[Saved data entries]
=== Begin Enclosure ===

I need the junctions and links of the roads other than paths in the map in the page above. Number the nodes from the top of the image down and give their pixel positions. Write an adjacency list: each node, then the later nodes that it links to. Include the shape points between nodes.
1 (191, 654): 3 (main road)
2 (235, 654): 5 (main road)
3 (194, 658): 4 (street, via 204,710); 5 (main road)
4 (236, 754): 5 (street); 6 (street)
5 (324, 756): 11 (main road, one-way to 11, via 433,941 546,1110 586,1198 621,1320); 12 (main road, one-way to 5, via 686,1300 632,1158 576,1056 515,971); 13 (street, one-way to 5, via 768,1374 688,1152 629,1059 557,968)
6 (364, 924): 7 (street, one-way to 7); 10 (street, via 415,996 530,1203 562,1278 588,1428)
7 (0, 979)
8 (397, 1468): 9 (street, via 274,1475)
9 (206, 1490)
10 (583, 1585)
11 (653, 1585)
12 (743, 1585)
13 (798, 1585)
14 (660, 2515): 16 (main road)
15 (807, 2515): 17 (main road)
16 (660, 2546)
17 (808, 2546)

=== End Enclosure ===

- Work to complete
Restate each of the records exactly, leaving nothing out.

- Output of the exercise
I need the junctions and links of the roads other than paths in the map in the page above. Number the nodes from the top of the image down and give their pixel positions. Write an adjacency list: each node, then the later nodes that it links to. Include the shape points between nodes.
1 (191, 654): 3 (main road)
2 (235, 654): 5 (main road)
3 (194, 658): 4 (street, via 204,710); 5 (main road)
4 (236, 754): 5 (street); 6 (street)
5 (324, 756): 11 (main road, one-way to 11, via 433,941 546,1110 586,1198 621,1320); 12 (main road, one-way to 5, via 686,1300 632,1158 576,1056 515,971); 13 (street, one-way to 5, via 768,1374 688,1152 629,1059 557,968)
6 (364, 924): 7 (street, one-way to 7); 10 (street, via 415,996 530,1203 562,1278 588,1428)
7 (0, 979)
8 (397, 1468): 9 (street, via 274,1475)
9 (206, 1490)
10 (583, 1585)
11 (653, 1585)
12 (743, 1585)
13 (798, 1585)
14 (660, 2515): 16 (main road)
15 (807, 2515): 17 (main road)
16 (660, 2546)
17 (808, 2546)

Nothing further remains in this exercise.